[Saved data entries]
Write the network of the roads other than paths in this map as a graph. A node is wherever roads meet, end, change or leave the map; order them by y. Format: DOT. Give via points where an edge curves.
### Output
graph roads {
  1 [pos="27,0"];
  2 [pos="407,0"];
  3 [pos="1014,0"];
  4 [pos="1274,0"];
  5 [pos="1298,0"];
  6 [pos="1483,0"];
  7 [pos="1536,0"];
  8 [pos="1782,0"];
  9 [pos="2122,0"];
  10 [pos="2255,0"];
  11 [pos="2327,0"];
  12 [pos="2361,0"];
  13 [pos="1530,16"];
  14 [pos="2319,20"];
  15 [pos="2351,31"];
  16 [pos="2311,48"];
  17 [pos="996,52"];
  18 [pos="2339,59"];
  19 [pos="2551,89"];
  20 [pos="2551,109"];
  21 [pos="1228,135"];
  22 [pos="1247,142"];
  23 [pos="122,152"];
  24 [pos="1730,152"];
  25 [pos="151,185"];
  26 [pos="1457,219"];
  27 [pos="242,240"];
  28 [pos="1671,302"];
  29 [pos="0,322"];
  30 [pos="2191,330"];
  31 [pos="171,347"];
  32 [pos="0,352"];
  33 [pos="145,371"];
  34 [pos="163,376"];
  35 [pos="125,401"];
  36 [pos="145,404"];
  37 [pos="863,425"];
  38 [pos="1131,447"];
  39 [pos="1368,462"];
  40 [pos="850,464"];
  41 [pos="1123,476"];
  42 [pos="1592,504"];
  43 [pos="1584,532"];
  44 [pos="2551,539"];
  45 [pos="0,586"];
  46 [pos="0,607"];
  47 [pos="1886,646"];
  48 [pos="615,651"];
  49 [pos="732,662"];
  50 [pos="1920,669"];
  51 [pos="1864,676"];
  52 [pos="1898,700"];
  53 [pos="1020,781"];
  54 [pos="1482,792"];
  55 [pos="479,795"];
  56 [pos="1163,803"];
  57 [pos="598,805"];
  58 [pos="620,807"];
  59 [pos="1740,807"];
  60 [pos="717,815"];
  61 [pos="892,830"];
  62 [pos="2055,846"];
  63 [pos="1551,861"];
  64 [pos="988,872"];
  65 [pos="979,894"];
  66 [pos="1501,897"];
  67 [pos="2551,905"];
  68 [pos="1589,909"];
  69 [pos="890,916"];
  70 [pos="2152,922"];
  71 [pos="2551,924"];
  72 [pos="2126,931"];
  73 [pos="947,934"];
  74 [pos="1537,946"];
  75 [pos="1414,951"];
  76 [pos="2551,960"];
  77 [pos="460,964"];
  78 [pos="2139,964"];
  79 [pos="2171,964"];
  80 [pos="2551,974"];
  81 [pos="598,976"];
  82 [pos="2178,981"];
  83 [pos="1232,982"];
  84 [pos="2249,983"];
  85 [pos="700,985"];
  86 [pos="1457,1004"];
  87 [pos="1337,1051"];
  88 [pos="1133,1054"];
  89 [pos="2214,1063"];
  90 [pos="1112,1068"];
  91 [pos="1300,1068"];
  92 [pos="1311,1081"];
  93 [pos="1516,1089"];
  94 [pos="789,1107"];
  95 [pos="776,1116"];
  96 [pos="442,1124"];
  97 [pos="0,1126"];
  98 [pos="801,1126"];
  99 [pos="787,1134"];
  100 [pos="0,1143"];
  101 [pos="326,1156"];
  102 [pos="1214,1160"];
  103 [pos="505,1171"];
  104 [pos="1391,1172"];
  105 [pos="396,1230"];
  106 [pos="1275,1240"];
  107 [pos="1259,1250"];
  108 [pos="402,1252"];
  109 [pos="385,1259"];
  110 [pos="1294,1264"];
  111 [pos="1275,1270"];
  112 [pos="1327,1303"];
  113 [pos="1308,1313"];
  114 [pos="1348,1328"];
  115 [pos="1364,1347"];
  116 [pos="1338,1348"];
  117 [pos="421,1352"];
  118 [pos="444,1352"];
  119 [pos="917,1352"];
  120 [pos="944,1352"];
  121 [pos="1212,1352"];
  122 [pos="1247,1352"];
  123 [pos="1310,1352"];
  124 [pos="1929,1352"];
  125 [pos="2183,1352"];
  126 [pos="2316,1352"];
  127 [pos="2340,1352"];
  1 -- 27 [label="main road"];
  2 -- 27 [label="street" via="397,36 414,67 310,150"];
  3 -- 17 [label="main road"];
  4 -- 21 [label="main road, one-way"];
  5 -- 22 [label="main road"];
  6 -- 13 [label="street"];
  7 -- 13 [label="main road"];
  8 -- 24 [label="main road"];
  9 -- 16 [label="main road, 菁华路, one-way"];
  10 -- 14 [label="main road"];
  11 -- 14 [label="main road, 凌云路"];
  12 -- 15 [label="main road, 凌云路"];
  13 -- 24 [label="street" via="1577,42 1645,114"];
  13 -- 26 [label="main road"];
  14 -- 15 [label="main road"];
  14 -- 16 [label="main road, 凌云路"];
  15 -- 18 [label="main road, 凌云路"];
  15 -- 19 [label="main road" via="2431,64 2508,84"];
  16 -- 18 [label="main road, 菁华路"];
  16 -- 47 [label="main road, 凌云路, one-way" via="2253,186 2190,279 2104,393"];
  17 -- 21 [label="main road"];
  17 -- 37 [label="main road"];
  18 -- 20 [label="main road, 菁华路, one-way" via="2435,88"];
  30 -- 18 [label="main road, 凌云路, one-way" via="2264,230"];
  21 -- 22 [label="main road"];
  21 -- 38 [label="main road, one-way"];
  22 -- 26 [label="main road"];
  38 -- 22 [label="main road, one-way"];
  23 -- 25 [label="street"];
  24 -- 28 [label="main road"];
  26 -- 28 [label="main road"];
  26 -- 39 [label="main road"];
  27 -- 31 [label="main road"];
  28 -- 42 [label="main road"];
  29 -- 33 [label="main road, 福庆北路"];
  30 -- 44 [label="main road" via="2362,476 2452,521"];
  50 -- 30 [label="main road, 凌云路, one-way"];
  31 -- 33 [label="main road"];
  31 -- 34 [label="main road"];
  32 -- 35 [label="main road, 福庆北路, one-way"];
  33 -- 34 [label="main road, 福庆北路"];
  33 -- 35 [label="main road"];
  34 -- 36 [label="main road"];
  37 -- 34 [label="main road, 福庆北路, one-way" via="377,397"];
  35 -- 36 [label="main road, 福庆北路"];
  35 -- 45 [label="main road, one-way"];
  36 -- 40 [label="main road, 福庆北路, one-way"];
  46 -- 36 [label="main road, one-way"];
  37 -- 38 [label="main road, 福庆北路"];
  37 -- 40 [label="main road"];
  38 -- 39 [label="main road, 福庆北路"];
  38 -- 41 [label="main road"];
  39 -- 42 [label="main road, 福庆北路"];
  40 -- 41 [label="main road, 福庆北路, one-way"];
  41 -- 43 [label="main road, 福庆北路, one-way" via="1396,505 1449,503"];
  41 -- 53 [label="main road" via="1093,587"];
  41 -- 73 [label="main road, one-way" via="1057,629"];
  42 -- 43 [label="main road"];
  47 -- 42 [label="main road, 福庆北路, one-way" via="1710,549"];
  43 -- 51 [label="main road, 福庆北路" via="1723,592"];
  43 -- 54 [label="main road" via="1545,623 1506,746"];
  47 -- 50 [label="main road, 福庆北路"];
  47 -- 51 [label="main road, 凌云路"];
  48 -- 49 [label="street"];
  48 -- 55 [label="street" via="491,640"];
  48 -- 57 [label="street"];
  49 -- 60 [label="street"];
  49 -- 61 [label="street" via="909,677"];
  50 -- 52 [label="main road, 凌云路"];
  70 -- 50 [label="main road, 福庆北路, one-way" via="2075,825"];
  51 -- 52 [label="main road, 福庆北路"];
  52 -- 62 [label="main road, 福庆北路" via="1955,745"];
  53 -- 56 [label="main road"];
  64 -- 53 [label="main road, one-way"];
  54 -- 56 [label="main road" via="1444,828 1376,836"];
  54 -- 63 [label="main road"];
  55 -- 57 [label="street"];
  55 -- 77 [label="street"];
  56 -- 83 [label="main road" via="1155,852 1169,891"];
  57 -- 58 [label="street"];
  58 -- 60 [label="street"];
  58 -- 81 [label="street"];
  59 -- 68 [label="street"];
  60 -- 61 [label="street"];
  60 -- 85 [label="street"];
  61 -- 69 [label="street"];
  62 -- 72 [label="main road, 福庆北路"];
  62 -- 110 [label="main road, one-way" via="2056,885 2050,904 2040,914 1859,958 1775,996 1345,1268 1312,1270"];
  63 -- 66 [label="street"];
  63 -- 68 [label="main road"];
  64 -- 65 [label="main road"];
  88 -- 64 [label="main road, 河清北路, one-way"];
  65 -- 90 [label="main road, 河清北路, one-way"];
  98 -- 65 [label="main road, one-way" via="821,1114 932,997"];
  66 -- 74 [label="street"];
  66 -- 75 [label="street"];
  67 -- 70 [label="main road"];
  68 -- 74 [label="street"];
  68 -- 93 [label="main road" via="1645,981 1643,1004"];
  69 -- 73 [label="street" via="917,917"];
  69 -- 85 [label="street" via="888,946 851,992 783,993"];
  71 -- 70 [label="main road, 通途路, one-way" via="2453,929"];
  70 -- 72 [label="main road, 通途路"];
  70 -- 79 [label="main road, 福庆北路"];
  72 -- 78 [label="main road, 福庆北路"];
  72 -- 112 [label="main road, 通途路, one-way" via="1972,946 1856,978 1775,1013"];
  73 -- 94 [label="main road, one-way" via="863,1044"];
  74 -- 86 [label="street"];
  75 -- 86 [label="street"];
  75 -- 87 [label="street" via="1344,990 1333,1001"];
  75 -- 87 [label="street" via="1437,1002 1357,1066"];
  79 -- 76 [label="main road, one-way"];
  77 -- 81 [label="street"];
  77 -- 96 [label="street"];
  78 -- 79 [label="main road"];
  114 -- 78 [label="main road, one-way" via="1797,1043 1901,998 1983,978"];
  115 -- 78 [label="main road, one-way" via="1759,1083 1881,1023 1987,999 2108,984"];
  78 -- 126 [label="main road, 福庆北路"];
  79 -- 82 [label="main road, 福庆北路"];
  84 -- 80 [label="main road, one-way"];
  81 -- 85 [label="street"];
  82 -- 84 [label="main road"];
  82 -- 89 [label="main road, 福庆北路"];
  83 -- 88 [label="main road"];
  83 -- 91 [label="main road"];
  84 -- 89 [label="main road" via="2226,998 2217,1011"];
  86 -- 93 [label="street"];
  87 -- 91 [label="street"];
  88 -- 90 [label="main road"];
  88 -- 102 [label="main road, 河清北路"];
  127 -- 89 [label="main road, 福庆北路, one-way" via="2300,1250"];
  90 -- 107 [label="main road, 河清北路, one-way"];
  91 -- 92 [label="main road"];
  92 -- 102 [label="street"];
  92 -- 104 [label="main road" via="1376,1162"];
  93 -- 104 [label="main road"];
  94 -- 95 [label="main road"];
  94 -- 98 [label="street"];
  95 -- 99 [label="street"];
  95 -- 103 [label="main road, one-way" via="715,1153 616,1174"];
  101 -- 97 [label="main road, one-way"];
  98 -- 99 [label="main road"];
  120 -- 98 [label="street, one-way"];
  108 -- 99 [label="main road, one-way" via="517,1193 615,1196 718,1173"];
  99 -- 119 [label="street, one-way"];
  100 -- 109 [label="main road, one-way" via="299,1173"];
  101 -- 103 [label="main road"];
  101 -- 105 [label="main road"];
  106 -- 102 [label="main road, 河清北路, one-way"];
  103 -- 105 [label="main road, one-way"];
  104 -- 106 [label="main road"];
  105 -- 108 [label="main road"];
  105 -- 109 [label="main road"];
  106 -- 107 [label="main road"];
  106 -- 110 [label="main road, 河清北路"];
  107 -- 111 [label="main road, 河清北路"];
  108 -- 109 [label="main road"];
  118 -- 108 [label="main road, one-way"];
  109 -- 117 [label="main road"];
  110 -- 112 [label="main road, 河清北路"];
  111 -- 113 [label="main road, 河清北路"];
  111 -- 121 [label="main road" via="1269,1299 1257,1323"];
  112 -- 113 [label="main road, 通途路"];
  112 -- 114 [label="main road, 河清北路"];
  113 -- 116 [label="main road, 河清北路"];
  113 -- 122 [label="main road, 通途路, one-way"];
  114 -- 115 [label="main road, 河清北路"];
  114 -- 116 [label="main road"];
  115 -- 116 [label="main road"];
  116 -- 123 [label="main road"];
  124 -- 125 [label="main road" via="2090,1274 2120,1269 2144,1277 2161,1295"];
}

* Work order *
Show every line in the entries above that contains the string "roads".

* Answer to the exercise *
Write the network of the roads other than paths in this map as a graph. A node is wherever roads meet, end, change or leave the map; order them by y. Format: DOT. Give via points where an edge curves.
graph roads {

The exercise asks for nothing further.